-------- SOURCE MATERIAL

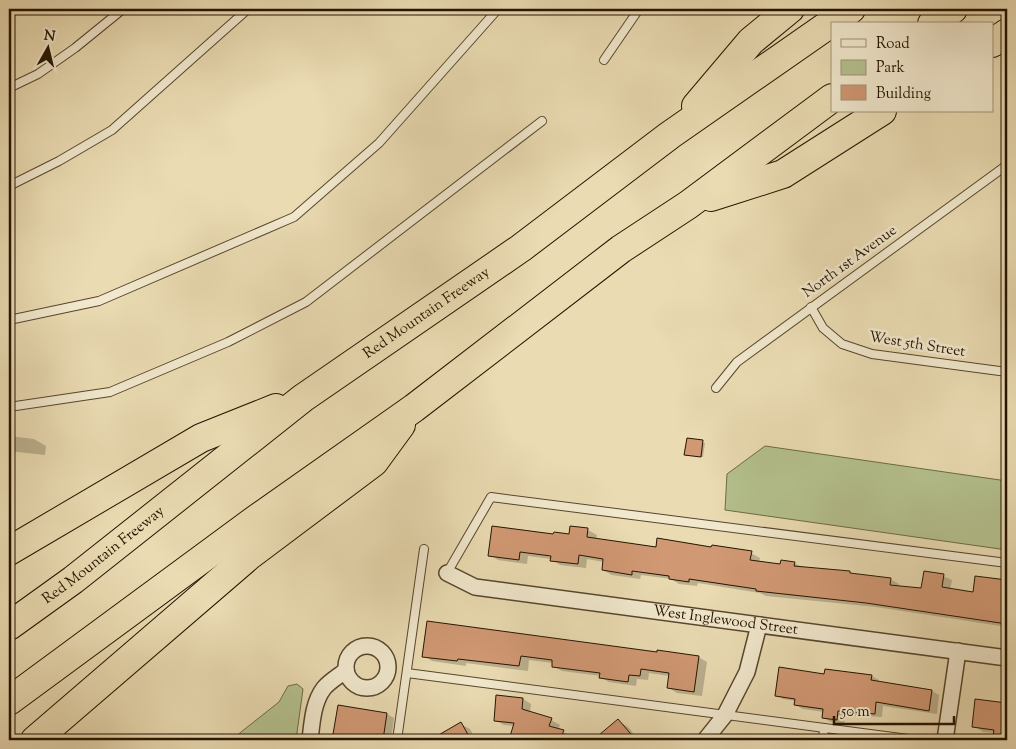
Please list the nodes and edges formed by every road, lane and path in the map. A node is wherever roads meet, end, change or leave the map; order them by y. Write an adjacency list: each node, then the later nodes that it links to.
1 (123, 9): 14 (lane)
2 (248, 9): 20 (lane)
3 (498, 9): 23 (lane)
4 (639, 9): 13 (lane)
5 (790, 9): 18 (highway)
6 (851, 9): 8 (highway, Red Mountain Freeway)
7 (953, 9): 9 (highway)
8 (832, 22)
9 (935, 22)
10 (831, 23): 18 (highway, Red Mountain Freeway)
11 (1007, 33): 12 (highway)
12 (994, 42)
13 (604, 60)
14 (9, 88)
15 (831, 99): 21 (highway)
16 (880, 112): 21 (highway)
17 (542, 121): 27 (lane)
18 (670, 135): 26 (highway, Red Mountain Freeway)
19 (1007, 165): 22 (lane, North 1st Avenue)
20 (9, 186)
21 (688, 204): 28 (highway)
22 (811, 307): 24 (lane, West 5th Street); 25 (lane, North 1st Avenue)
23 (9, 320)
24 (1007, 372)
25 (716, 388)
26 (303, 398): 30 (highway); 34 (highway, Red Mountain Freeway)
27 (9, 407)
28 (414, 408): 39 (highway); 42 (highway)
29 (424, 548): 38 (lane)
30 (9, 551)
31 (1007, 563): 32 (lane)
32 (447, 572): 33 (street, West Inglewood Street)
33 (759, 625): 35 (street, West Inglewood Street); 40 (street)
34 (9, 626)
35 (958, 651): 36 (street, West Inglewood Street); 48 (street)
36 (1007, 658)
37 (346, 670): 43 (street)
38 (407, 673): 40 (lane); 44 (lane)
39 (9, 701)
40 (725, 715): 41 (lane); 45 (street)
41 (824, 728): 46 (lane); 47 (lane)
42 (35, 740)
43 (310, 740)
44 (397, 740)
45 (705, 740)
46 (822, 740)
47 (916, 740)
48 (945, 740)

----------------
-------- SOURCE MATERIAL

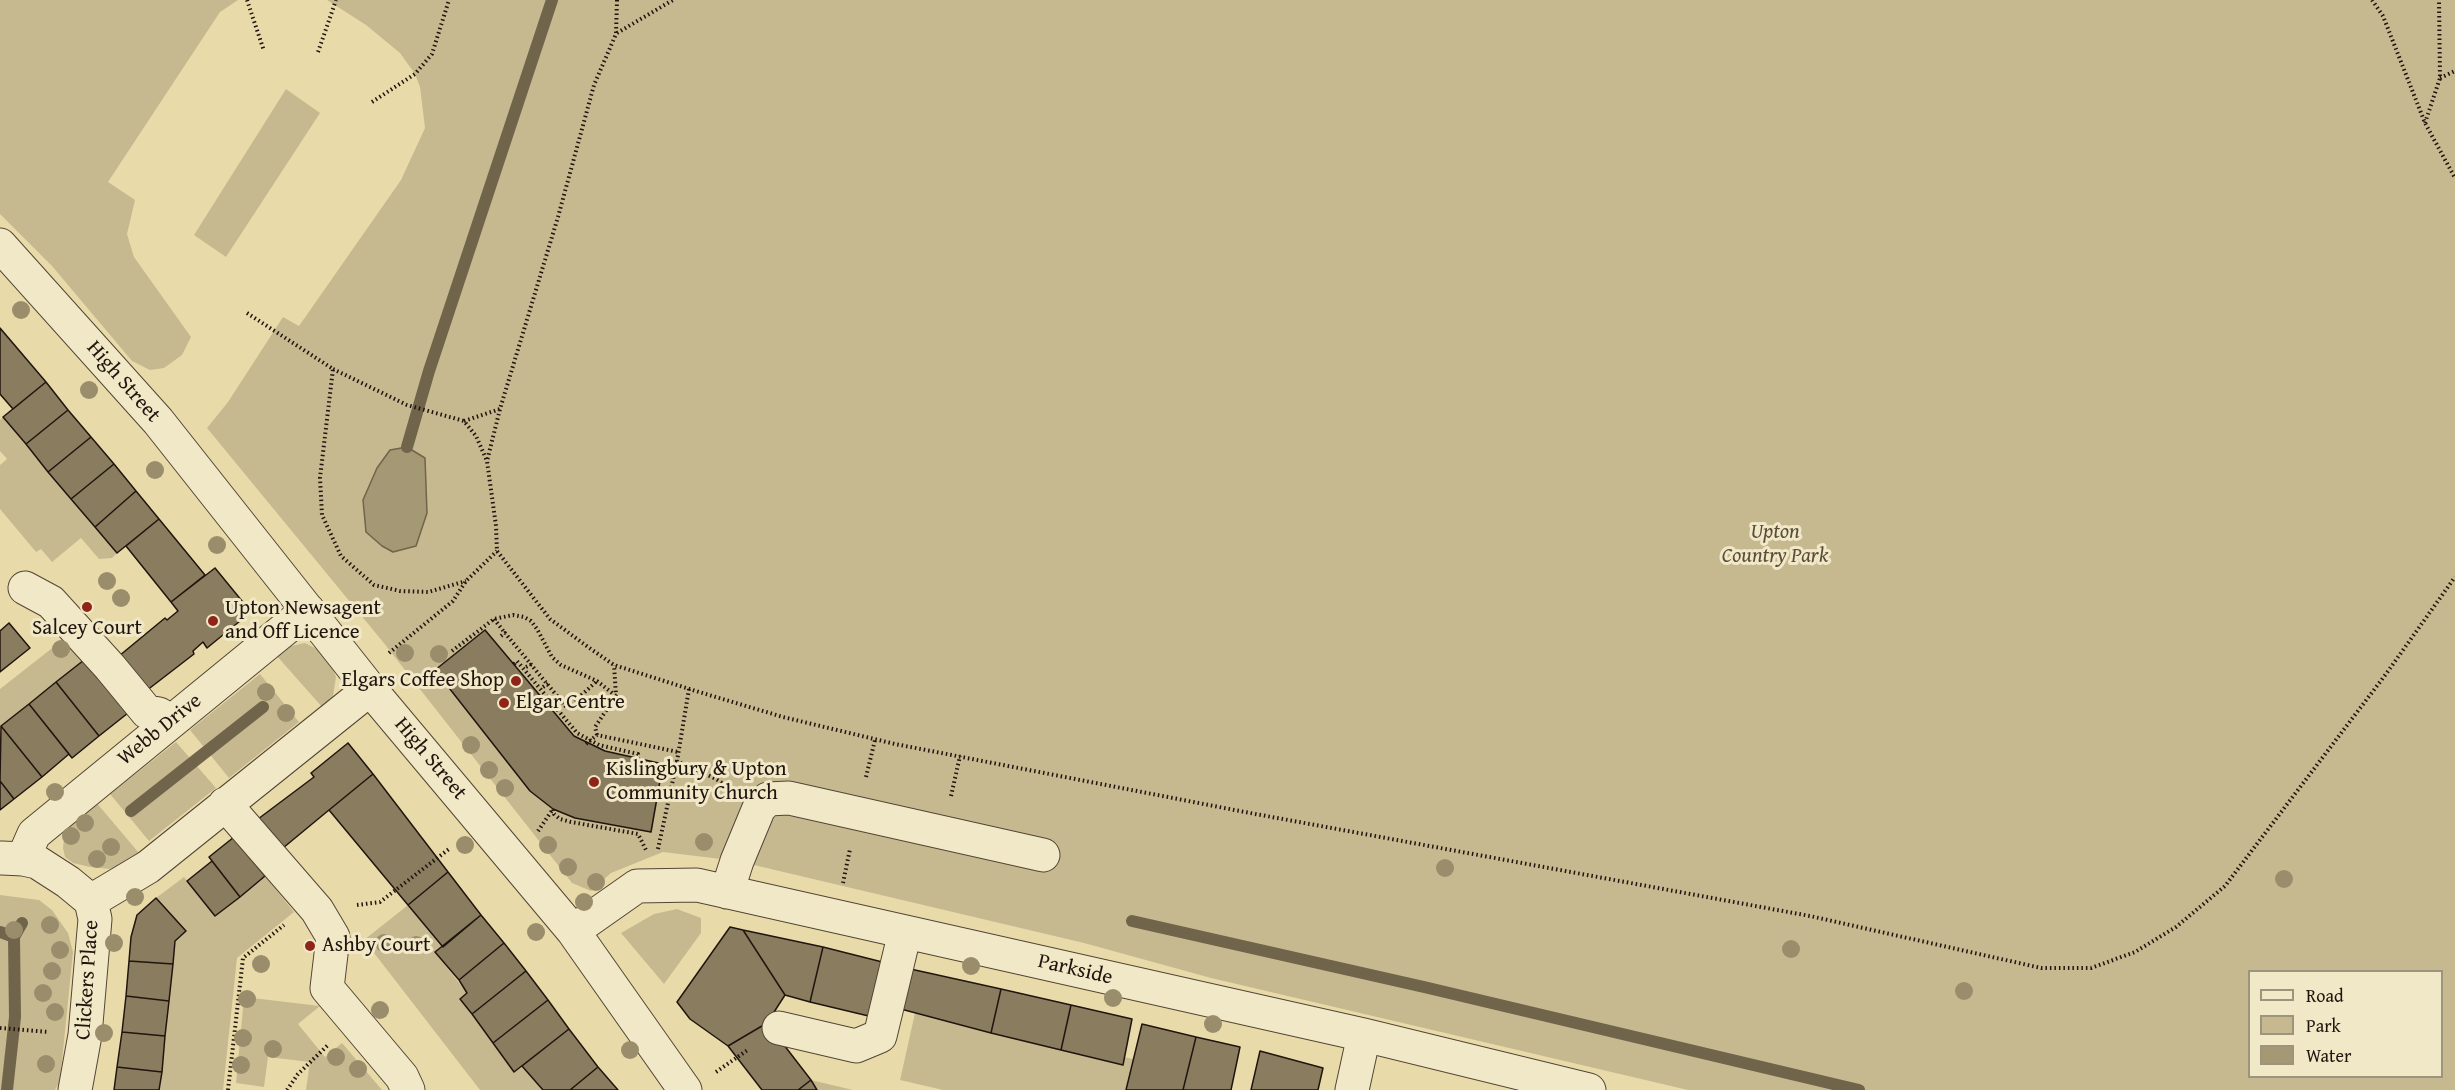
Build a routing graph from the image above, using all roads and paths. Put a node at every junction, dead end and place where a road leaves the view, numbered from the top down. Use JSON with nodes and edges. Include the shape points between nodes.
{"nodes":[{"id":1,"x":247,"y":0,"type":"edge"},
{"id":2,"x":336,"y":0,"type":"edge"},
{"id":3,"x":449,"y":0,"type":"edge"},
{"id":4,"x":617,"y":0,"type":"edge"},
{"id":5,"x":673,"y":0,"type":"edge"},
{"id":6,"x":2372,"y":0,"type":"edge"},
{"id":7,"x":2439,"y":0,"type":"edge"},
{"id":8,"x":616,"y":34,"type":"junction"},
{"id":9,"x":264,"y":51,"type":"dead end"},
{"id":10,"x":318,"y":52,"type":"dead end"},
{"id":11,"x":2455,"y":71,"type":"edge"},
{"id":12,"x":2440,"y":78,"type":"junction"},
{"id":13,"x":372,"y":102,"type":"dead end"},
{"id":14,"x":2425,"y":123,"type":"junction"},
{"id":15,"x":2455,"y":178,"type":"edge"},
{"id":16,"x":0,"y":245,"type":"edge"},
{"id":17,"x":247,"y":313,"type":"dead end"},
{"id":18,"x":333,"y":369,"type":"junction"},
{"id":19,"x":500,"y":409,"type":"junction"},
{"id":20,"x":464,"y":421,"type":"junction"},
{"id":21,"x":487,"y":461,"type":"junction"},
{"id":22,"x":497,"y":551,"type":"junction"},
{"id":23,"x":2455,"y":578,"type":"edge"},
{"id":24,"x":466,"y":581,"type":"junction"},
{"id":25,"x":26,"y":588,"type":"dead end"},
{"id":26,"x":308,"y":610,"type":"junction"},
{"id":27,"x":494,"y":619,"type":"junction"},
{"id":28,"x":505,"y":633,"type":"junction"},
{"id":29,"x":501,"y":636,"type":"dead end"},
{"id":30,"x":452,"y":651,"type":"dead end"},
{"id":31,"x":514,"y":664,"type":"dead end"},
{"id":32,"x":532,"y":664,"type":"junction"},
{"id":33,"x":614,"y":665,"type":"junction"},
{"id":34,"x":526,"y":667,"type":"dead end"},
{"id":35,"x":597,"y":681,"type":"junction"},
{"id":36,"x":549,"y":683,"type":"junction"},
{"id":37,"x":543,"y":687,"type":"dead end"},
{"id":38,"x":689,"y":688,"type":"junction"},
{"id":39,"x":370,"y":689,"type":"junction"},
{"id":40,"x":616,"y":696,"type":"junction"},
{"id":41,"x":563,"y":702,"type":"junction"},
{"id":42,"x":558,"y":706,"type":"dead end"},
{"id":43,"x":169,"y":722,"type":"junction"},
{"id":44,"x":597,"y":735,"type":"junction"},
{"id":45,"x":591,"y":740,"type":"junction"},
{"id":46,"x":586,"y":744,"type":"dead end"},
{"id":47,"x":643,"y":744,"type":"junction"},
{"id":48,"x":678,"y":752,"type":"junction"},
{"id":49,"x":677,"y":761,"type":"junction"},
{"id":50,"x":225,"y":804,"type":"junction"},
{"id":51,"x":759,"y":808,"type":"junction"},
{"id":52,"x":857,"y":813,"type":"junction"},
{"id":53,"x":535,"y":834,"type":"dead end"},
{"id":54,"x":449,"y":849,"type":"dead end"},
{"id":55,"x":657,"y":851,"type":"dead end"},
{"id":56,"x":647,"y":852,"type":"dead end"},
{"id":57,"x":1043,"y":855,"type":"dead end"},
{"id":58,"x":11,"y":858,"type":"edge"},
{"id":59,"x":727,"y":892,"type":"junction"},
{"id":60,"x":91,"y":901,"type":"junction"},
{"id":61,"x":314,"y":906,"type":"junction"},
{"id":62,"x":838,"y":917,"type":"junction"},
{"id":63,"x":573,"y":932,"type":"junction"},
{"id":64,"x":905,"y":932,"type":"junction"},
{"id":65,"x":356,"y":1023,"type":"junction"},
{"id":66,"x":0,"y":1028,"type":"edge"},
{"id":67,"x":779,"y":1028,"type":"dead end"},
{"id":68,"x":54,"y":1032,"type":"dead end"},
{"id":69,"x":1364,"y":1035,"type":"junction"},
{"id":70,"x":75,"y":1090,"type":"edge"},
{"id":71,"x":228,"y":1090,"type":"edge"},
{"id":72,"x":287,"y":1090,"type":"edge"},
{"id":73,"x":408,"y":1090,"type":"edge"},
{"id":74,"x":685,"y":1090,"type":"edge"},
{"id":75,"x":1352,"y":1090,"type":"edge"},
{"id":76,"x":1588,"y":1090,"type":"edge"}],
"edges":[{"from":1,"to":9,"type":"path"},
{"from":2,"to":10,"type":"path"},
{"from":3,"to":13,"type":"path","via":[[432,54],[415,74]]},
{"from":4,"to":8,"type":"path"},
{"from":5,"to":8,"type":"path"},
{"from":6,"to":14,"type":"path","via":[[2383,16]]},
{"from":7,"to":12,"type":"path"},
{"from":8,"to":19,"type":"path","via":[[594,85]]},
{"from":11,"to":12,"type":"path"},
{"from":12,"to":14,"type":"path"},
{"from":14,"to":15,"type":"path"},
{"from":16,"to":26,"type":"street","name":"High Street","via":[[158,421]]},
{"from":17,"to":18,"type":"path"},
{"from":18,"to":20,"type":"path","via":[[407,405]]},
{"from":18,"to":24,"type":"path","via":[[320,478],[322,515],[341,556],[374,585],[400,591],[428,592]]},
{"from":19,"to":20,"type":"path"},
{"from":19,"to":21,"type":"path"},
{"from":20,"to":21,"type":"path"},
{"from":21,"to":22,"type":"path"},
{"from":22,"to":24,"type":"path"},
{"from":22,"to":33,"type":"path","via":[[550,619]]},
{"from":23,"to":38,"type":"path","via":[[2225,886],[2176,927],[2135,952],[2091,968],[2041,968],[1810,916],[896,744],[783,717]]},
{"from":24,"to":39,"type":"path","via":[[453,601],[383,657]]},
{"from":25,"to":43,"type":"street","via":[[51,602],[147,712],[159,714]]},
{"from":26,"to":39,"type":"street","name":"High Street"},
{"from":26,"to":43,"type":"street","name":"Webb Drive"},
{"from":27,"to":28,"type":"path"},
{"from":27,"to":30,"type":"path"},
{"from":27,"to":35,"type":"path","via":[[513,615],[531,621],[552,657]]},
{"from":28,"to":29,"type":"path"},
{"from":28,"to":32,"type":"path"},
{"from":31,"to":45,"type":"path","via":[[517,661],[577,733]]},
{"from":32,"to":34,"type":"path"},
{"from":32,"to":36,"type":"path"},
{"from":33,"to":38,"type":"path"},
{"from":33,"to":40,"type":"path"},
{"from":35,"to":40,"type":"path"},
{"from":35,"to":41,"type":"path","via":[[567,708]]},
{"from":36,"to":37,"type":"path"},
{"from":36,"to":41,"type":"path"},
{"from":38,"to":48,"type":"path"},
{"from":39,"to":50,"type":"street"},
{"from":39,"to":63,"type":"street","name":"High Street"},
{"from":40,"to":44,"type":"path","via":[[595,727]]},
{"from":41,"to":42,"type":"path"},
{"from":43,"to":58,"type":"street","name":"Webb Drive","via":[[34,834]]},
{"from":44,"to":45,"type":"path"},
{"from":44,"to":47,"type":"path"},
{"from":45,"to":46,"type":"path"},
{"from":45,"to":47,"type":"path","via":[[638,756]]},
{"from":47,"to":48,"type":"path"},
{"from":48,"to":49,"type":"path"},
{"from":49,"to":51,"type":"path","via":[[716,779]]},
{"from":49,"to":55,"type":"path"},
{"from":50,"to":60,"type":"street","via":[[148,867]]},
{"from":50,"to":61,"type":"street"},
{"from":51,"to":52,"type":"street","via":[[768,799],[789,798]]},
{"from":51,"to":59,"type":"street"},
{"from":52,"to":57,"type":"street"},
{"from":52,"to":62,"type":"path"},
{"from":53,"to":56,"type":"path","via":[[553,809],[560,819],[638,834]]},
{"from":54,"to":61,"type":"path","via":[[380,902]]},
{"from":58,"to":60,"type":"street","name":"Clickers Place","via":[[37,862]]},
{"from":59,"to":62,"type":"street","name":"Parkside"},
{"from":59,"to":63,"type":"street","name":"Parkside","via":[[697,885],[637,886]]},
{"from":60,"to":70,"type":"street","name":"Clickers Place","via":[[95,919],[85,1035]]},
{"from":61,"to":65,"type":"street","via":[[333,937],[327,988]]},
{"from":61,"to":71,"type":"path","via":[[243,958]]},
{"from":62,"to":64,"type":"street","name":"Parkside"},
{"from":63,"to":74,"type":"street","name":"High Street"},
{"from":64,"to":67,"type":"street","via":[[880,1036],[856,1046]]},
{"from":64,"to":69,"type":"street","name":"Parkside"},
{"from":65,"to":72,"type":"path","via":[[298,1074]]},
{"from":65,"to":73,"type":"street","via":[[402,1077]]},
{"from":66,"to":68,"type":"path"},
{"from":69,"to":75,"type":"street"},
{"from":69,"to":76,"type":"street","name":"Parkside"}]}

----------------

→ ACTIVITY:
Select the lines from the entries that include the word "Inglewood".

→ SOLUTION TO THIS EXERCISE:
32 (447, 572): 33 (street, West Inglewood Street)
33 (759, 625): 35 (street, West Inglewood Street); 40 (street)
35 (958, 651): 36 (street, West Inglewood Street); 48 (street)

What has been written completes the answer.